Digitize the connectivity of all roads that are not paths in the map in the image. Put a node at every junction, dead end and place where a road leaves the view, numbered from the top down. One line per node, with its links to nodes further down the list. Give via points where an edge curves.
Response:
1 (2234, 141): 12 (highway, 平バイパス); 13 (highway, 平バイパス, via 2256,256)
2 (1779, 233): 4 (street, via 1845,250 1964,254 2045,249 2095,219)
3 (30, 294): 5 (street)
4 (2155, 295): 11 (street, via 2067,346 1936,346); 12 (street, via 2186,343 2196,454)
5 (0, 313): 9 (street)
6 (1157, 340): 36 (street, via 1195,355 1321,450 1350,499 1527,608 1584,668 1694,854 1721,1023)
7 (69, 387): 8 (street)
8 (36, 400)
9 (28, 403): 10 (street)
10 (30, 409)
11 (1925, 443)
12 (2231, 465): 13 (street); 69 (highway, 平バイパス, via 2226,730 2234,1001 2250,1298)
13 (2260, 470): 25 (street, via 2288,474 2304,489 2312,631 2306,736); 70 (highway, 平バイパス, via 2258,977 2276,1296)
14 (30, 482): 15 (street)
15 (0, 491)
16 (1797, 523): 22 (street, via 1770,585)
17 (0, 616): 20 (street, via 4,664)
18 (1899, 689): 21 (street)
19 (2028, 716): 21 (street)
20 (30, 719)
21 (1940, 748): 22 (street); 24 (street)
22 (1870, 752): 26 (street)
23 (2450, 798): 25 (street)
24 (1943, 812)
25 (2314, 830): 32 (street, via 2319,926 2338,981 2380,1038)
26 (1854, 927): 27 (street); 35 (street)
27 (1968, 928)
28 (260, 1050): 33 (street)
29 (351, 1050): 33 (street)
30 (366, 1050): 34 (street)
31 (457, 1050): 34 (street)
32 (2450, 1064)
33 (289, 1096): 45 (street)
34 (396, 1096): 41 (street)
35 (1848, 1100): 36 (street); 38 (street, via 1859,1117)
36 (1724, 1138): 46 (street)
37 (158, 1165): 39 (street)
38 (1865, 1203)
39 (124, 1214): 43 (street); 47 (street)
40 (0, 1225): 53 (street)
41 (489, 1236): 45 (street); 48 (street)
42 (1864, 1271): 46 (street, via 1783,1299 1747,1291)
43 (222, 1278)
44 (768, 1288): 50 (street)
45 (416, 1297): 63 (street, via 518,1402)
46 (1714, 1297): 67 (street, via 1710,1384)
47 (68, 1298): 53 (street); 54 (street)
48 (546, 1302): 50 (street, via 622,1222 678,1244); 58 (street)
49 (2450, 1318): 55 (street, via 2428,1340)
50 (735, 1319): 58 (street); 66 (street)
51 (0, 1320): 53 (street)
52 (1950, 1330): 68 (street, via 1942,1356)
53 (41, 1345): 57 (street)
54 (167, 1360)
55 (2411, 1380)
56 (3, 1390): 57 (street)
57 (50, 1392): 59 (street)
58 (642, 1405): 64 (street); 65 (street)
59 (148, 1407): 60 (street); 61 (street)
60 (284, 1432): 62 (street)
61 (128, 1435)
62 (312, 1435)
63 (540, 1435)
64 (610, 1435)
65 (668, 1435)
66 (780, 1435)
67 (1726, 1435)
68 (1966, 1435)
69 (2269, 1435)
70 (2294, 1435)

===============

> _Problem description_
Whenever a line above has the word "平バイパス" in it, copy that line.

> _Result of this exercise_
1 (2234, 141): 12 (highway, 平バイパス); 13 (highway, 平バイパス, via 2256,256)
12 (2231, 465): 13 (street); 69 (highway, 平バイパス, via 2226,730 2234,1001 2250,1298)
13 (2260, 470): 25 (street, via 2288,474 2304,489 2312,631 2306,736); 70 (highway, 平バイパス, via 2258,977 2276,1296)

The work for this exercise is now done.